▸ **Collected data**
>>>
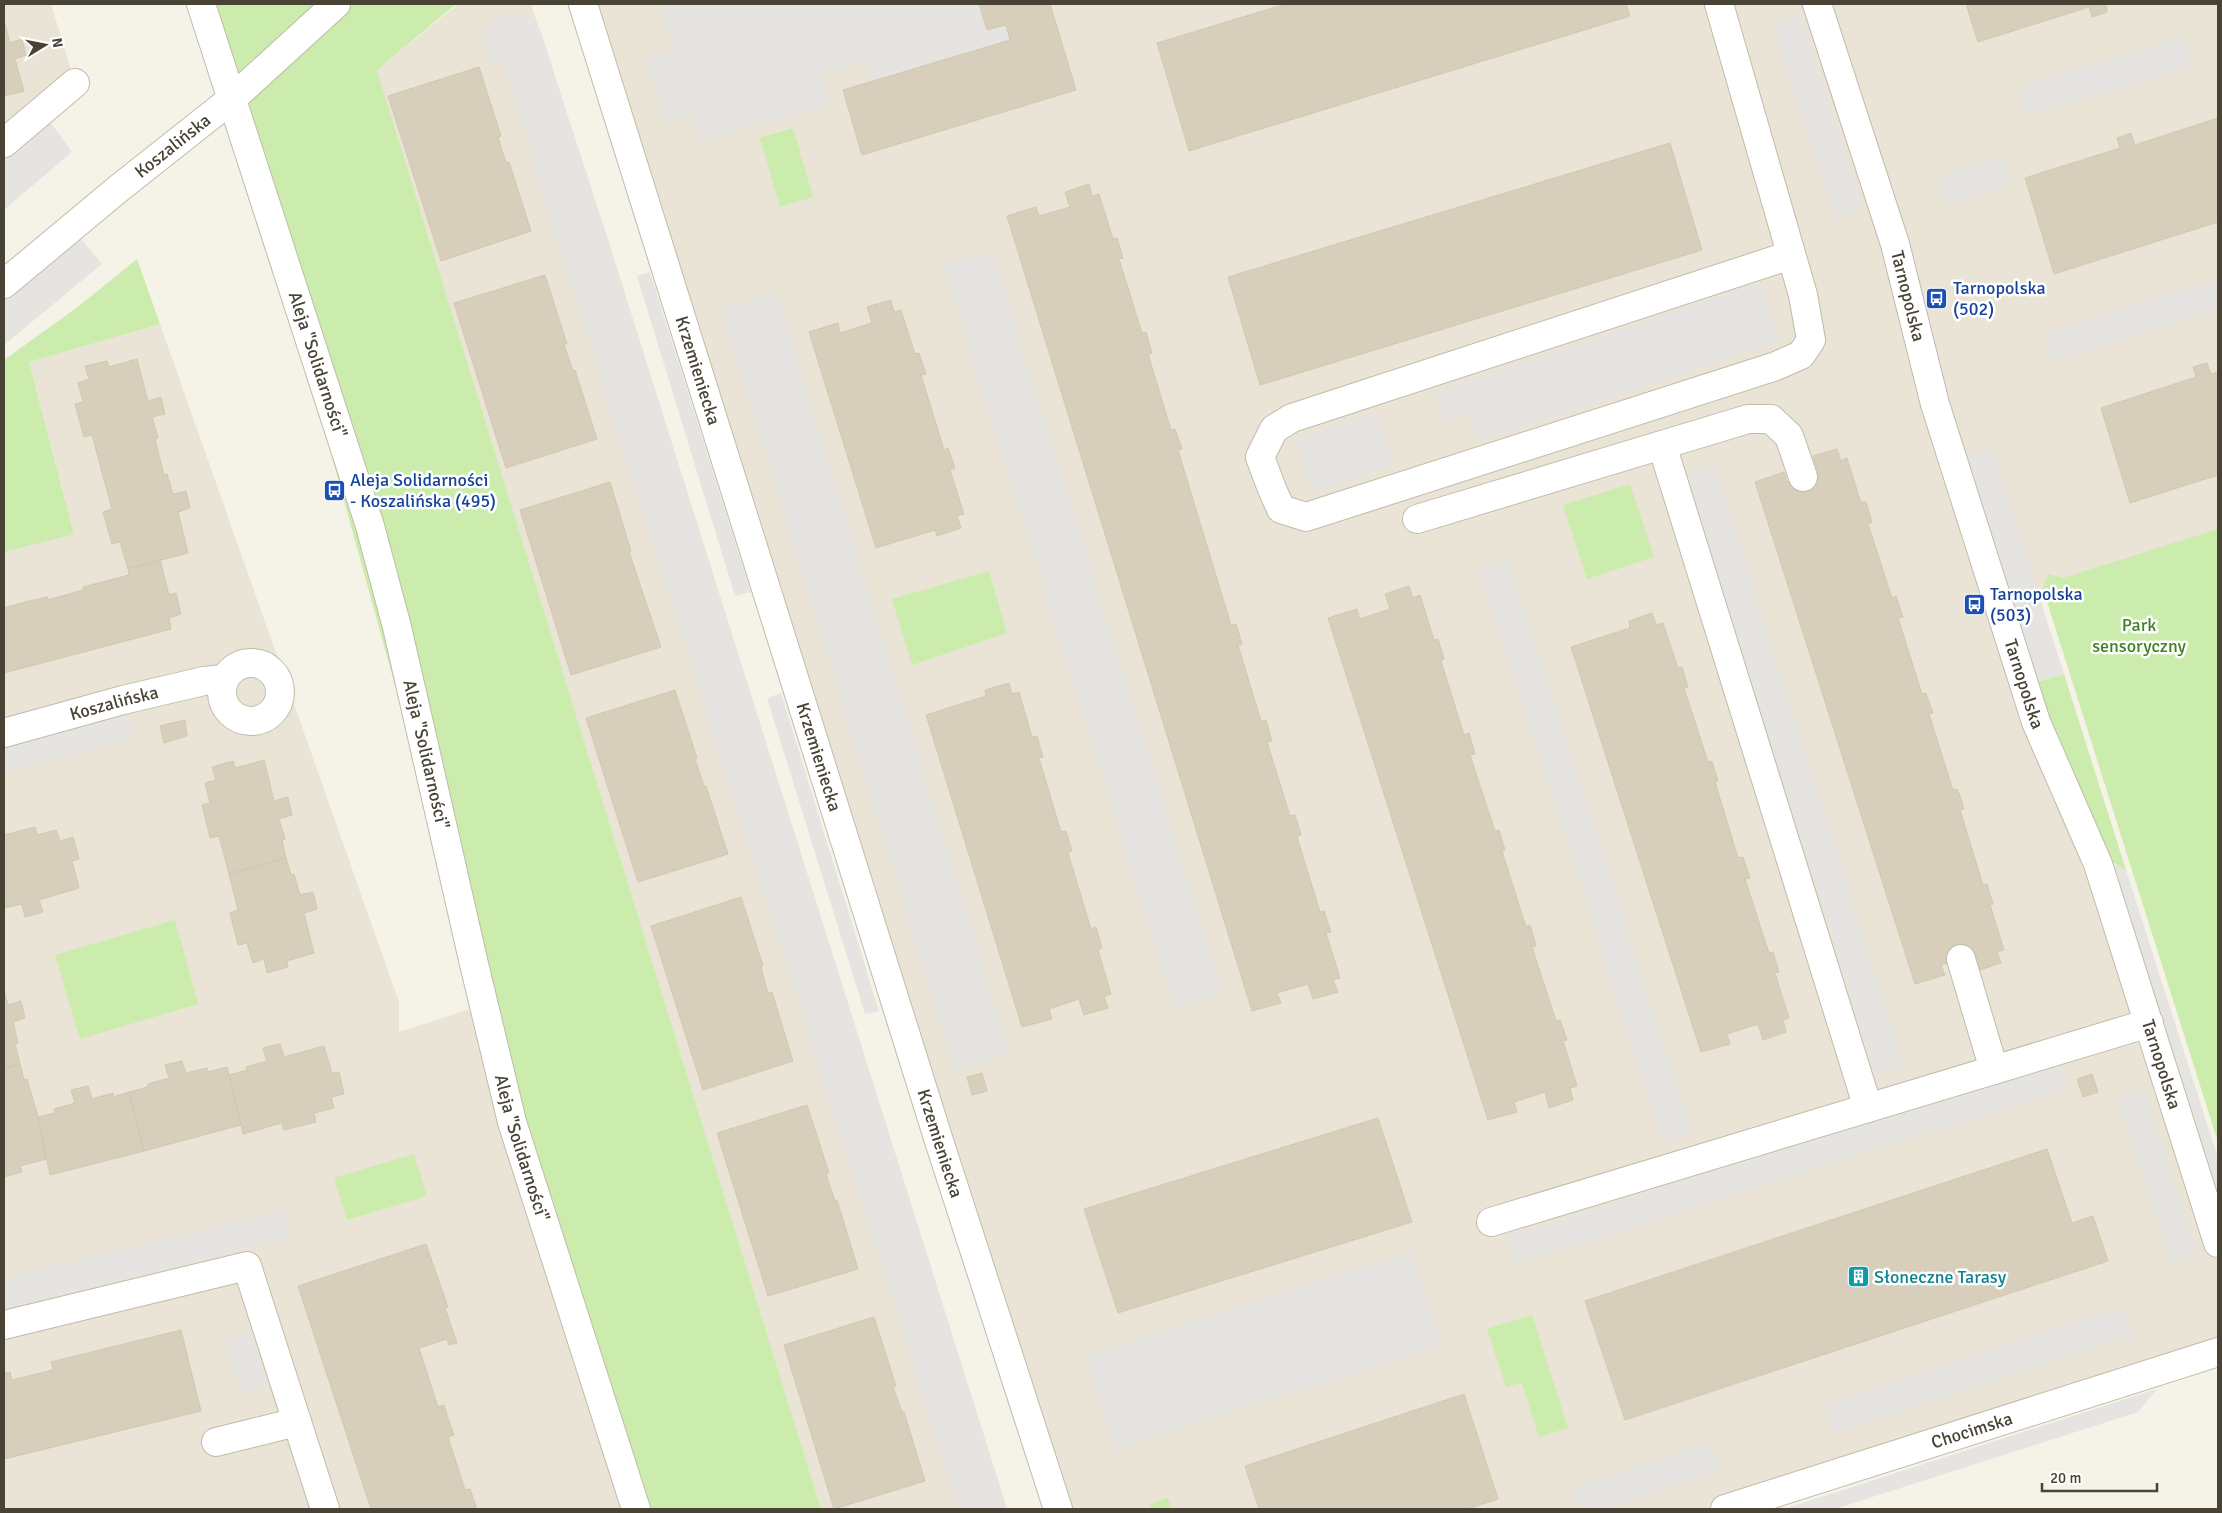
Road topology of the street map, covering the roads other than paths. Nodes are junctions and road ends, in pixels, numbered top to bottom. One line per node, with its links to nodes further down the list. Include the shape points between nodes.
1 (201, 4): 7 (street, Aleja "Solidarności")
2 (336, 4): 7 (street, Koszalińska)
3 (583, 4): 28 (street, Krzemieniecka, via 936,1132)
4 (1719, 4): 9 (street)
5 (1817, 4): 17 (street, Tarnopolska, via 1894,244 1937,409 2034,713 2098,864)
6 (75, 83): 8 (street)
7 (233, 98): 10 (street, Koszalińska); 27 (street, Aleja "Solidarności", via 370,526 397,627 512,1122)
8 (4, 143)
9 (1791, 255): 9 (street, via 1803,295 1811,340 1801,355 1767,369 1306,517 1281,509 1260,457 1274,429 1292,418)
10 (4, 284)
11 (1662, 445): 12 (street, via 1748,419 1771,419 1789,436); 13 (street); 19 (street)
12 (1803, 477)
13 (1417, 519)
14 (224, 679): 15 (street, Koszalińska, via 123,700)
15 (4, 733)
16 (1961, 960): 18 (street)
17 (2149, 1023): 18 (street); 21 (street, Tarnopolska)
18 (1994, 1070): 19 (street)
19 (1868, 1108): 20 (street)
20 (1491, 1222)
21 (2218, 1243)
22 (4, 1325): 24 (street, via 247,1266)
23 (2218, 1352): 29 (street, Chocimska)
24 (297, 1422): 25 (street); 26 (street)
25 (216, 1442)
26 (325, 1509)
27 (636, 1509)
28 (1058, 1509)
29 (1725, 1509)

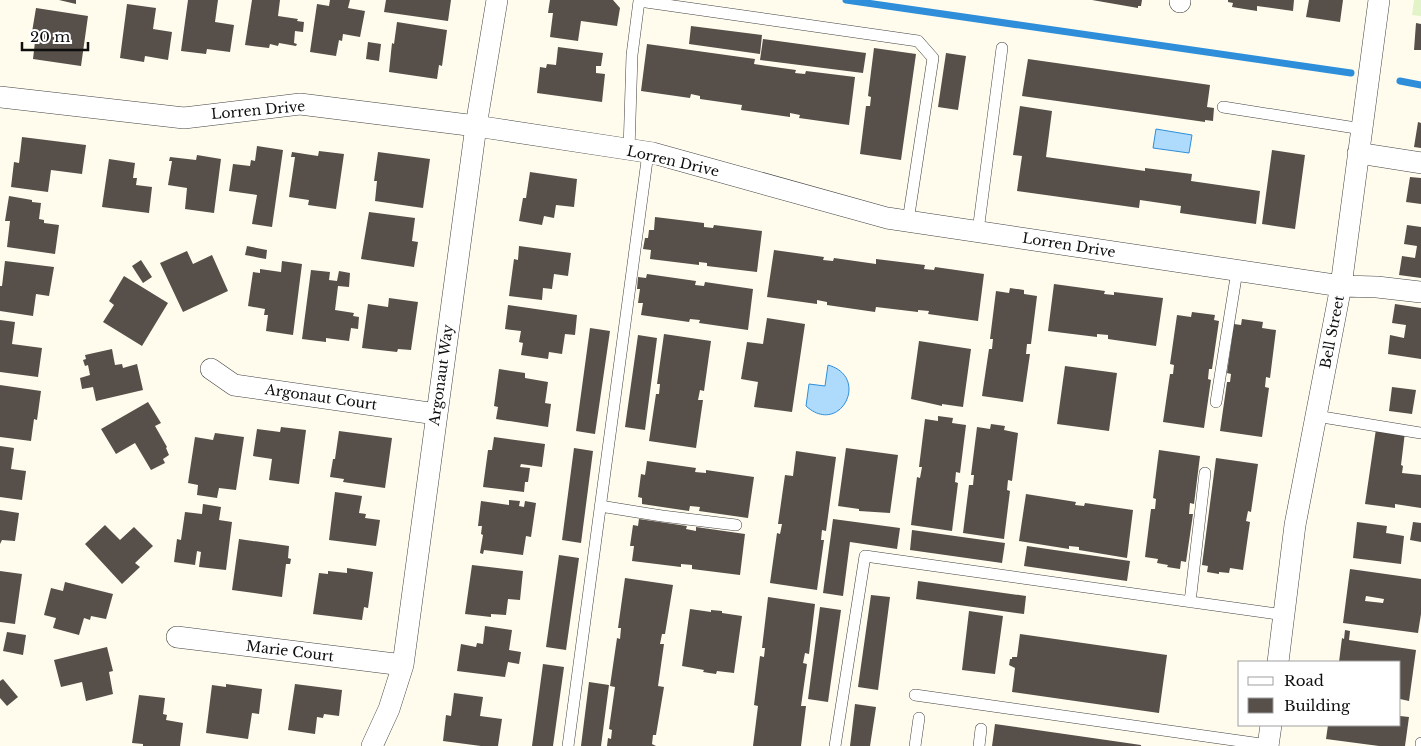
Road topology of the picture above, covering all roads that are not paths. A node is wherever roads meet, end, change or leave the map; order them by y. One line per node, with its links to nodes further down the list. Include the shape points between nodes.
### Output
<<<
▸ **EXERCISE**
Transcribe the entries above verbatim, omitting their pictures.

▸ **RESULT FOR THIS EXERCISE**
Road topology of the street map, covering the roads other than paths. Nodes are junctions and road ends, in pixels, numbered top to bottom. One line per node, with its links to nodes further down the list. Include the shape points between nodes.
1 (201, 4): 7 (street, Aleja "Solidarności")
2 (336, 4): 7 (street, Koszalińska)
3 (583, 4): 28 (street, Krzemieniecka, via 936,1132)
4 (1719, 4): 9 (street)
5 (1817, 4): 17 (street, Tarnopolska, via 1894,244 1937,409 2034,713 2098,864)
6 (75, 83): 8 (street)
7 (233, 98): 10 (street, Koszalińska); 27 (street, Aleja "Solidarności", via 370,526 397,627 512,1122)
8 (4, 143)
9 (1791, 255): 9 (street, via 1803,295 1811,340 1801,355 1767,369 1306,517 1281,509 1260,457 1274,429 1292,418)
10 (4, 284)
11 (1662, 445): 12 (street, via 1748,419 1771,419 1789,436); 13 (street); 19 (street)
12 (1803, 477)
13 (1417, 519)
14 (224, 679): 15 (street, Koszalińska, via 123,700)
15 (4, 733)
16 (1961, 960): 18 (street)
17 (2149, 1023): 18 (street); 21 (street, Tarnopolska)
18 (1994, 1070): 19 (street)
19 (1868, 1108): 20 (street)
20 (1491, 1222)
21 (2218, 1243)
22 (4, 1325): 24 (street, via 247,1266)
23 (2218, 1352): 29 (street, Chocimska)
24 (297, 1422): 25 (street); 26 (street)
25 (216, 1442)
26 (325, 1509)
27 (636, 1509)
28 (1058, 1509)
29 (1725, 1509)

Road topology of the picture above, covering all roads that are not paths. A node is wherever roads meet, end, change or leave the map; order them by y. One line per node, with its links to nodes further down the list. Include the shape points between nodes.
### Output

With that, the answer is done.